Maintenance and monitoring during large-scale data changes and updates
- Product: Voyager, Alma
- Relevant for Installation Type: Multi-Tenant Direct, Dedicated-Direct, Local, TotalCare
Question
- We are preparing our Voyager data for Alma and will be making large-scale updates to our records.
- We are making a large amount of updates to our bibs before sending them to a vendor for processing.
- We are planning an authority control work project.
What maintenance and monitoring should we do in Voyager while we're making massive changes to our data?
Answer
There are a few considerations when doing heavy data change work on your Voyager database.
Consider opening a Case with Support to let us know what you are doing so that Support can assist in keeping your server working properly.
Before embarking on such a project, check your available diskspace (the df -h
command will work) and cleanup any unnecessary files.
Oracle archive logs
Considerations
Every update to the database writes to an Oracle log. When making large quantities of changes, these logs can become quite large and fill up disk space.
Best practices
- Before engaging in a major data change/update process, test a subset of records. For example,
- Identify a set of records that represents 5-10% of the total number of records to be updated.
- Check the current available disk space.
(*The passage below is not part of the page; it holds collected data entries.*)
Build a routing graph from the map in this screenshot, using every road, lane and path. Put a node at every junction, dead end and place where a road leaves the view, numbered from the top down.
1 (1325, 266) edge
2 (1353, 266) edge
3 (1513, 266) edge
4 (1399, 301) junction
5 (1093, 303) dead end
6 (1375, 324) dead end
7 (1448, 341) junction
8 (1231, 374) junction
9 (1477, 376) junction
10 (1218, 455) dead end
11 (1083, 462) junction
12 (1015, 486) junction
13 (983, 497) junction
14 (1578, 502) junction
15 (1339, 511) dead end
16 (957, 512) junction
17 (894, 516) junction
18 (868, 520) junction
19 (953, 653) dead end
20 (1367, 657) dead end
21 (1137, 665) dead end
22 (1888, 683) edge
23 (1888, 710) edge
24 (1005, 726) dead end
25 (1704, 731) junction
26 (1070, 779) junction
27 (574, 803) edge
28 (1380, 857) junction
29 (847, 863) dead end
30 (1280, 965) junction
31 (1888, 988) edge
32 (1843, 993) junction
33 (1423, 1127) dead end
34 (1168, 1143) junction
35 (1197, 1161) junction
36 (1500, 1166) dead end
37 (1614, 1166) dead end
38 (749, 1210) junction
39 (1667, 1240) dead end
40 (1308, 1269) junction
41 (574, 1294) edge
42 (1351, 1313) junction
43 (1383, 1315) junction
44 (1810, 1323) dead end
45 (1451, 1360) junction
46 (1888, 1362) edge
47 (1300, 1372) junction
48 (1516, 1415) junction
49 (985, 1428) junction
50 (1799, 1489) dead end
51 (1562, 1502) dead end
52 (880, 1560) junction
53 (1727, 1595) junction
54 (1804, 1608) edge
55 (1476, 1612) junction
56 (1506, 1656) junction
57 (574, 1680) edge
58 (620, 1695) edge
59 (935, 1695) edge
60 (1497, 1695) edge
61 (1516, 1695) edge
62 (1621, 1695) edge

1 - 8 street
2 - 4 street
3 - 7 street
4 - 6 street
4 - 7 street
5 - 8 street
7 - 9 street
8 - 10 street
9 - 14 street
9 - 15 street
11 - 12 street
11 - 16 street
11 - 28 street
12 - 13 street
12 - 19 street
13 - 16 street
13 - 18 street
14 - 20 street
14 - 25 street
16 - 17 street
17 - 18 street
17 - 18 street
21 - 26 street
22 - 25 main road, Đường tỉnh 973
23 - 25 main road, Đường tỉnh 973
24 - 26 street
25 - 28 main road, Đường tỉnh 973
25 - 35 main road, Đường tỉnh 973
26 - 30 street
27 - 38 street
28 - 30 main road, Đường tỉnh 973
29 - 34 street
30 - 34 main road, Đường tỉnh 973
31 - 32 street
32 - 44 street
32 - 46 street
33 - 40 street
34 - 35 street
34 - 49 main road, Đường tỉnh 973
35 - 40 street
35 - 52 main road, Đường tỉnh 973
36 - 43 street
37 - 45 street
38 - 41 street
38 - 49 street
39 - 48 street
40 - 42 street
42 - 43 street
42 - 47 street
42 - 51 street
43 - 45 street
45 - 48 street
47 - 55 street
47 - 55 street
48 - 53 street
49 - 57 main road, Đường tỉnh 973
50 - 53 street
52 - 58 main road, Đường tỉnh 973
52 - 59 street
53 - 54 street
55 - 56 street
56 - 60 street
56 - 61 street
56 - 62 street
Follow these instructions for clearing disk space.
- Process the record change as you intend to for the full set.
- Check the disk space available when the update/change is complete. This will give a sense of how much space is required for the full set/for every change of the size tested.
- Some sites with a large number of bibs or a large number of Voyager xxxdb instances may need Oracle tuning. Contact Support if your institution falls into this category.
Keyword indexing
Considerations
Every update to a bibliographic or holdings record writes to the dynamic.dc file in /m1/voyager/xxxdb/data (for bibs) or /m1/voyager/xxxdb/mfhd.data (for holdings). The more updates are made, the larger the files grow. There are two impacts of this behavior:
- As the file grows, the speed of keyword indexing slows, making jobs/processes that update the file take longer and longer.
- If left unmonitored, the file can reach its max size of 2.0 GB, and can no longer be written to at that point, meaning records can no longer be saved/updated until a regen is run.
Best practices
- Disable keyword indexing when this option is available, i.e., for Bulk Import and Global Data Change jobs. Records will be keyword indexed when a regen is run later. See: Does -KADDKEY only apply to bib records? and Should I keyword index when I run a data change job?
- Check keyword file sizes daily during data work, multiple times daily during intense periods of activity. See: How do I determine if keyword regen is needed?
- Plan daily or weekly regens to stay ahead of keyword indexing issues. See: UTIL Menu: Running a keyword regen
- After authority control work or other massive data change projects, you may require a Full Regen of all your indexes (not just keyword). Contact Support to schedule this.
- Article last edited: 19-Sep-2020